Within the data below, copy each line where the string "roads" is found.

▶ Saved entries

******************************

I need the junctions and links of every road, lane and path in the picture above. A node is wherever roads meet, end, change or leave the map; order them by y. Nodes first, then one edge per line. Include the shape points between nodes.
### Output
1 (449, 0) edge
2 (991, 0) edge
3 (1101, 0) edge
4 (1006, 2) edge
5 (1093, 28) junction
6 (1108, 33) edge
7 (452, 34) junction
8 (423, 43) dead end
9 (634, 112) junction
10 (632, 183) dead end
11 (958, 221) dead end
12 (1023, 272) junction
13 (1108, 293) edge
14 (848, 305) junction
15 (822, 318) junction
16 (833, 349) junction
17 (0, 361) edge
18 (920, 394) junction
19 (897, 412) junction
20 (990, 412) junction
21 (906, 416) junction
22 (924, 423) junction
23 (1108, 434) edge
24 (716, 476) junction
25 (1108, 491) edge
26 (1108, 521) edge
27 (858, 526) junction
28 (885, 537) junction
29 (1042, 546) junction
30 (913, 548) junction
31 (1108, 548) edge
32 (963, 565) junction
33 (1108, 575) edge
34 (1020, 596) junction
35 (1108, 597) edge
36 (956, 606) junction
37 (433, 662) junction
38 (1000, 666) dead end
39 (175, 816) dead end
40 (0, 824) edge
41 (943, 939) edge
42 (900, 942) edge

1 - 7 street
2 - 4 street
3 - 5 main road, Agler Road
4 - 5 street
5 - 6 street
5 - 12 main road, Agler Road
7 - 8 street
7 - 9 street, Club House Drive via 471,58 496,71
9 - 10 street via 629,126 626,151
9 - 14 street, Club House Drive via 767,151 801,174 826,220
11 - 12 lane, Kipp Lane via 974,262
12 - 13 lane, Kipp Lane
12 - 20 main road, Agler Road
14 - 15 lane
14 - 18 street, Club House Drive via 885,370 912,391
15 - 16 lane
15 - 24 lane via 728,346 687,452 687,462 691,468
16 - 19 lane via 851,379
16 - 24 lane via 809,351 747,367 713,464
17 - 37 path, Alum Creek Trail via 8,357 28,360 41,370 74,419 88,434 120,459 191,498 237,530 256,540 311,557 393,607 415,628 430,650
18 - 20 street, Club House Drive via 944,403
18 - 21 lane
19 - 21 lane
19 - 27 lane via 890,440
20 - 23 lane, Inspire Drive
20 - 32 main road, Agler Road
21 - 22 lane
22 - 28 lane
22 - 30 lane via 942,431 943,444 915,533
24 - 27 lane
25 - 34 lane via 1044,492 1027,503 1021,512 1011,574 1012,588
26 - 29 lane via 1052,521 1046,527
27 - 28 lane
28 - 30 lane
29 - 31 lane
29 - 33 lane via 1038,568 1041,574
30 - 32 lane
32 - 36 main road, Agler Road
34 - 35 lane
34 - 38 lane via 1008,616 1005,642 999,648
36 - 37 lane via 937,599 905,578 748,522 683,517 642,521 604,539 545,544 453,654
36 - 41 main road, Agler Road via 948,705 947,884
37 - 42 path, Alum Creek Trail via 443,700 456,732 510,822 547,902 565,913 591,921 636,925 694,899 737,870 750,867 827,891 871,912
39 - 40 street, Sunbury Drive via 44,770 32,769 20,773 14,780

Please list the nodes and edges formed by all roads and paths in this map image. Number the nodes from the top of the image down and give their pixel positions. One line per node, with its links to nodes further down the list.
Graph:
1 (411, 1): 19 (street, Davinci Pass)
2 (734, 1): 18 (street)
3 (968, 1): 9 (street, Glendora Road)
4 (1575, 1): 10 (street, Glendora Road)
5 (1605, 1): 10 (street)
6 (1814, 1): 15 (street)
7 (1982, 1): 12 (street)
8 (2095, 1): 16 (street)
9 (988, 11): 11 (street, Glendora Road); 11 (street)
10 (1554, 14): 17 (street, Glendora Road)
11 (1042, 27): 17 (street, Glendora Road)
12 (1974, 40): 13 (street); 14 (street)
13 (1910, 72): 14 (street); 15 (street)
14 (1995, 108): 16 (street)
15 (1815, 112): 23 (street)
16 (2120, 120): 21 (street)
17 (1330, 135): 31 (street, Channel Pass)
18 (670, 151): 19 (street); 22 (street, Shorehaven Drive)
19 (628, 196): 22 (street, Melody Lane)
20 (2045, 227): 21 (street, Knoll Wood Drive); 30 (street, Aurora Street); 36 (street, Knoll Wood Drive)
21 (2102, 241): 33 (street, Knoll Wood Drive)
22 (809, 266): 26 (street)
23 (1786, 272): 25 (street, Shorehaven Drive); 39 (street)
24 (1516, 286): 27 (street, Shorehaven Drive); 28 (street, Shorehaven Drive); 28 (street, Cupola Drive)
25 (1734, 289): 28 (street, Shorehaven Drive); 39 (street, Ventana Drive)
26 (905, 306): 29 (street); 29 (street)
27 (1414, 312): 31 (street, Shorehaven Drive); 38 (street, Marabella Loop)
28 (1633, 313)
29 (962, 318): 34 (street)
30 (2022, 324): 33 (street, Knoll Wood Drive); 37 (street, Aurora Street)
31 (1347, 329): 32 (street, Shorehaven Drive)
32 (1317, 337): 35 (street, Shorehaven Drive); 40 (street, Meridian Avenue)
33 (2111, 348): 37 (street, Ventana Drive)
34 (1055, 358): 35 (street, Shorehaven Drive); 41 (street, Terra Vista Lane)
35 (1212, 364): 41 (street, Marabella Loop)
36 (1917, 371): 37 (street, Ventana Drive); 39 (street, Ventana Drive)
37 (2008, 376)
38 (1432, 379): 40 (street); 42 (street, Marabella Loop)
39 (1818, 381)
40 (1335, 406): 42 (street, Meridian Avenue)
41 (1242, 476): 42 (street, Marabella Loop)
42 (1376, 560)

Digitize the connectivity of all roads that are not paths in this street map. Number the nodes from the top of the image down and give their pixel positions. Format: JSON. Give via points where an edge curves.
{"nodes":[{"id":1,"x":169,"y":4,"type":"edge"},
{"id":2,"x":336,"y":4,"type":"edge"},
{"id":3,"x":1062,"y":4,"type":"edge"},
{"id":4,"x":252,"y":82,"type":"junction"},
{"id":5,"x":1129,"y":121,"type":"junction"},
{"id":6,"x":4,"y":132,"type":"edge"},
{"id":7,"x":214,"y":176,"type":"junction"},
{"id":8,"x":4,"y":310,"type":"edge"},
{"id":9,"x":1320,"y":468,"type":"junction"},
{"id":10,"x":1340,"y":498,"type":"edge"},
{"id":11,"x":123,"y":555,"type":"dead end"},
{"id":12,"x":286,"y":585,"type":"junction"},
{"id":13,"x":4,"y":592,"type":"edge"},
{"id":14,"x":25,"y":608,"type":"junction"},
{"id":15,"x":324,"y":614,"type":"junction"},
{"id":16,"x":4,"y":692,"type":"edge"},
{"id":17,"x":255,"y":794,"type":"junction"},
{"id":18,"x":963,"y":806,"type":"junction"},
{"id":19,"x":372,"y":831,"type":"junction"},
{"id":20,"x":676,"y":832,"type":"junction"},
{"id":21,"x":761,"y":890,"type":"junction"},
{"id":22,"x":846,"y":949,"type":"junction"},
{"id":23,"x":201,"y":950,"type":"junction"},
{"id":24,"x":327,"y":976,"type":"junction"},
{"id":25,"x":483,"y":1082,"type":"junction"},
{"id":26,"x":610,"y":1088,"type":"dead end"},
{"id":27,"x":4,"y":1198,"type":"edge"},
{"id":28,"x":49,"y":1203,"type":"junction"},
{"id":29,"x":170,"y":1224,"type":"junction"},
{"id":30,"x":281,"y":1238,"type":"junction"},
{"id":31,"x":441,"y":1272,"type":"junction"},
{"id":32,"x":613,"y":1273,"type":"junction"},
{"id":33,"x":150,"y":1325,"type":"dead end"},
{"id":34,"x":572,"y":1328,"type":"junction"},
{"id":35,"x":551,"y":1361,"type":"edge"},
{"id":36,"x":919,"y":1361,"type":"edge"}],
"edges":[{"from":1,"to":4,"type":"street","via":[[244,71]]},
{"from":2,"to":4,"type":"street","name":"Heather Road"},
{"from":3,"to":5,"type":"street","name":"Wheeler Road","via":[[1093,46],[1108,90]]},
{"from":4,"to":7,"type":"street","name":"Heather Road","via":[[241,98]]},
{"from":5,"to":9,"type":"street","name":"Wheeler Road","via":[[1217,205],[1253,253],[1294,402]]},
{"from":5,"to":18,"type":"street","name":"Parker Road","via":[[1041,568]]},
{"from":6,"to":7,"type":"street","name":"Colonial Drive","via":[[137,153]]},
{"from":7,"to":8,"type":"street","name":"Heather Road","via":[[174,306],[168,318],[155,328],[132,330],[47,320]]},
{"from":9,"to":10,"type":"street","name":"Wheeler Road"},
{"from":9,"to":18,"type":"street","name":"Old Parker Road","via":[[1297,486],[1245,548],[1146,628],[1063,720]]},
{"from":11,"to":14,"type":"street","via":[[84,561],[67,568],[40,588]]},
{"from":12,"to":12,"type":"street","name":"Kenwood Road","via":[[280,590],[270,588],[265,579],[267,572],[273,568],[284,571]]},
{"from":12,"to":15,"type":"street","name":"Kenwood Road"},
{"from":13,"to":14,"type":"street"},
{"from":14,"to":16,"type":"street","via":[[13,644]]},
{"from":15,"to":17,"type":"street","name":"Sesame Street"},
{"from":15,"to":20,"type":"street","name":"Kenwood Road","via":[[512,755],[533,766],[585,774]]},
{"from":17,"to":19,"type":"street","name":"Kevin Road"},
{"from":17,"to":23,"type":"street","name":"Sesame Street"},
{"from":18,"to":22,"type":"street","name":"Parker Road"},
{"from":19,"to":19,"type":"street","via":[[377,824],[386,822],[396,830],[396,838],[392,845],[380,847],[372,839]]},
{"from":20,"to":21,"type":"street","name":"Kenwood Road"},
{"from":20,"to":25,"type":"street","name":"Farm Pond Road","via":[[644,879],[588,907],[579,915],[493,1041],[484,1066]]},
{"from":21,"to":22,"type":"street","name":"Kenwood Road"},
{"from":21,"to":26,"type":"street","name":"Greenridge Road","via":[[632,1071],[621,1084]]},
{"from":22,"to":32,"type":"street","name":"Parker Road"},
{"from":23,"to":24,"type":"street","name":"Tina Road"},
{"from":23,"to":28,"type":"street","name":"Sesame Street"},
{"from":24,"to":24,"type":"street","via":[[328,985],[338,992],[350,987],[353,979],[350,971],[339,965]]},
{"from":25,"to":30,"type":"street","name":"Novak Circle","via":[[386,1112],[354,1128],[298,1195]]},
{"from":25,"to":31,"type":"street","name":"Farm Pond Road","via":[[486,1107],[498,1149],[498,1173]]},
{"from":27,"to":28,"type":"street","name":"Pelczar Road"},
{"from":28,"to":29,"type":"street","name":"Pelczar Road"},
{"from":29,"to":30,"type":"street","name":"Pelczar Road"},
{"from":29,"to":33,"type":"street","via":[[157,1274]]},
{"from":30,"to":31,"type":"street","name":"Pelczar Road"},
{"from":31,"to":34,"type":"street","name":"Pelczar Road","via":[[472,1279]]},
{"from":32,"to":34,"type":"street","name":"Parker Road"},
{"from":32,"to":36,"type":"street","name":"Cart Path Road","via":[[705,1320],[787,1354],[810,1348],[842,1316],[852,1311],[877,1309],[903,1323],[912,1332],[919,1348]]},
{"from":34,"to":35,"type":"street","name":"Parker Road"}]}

******************************

▶ Response to the exercise
I need the junctions and links of every road, lane and path in the picture above. A node is wherever roads meet, end, change or leave the map; order them by y. Nodes first, then one edge per line. Include the shape points between nodes.
Please list the nodes and edges formed by all roads and paths in this map image. Number the nodes from the top of the image down and give their pixel positions. One line per node, with its links to nodes further down the list.
Digitize the connectivity of all roads that are not paths in this street map. Number the nodes from the top of the image down and give their pixel positions. Format: JSON. Give via points where an edge curves.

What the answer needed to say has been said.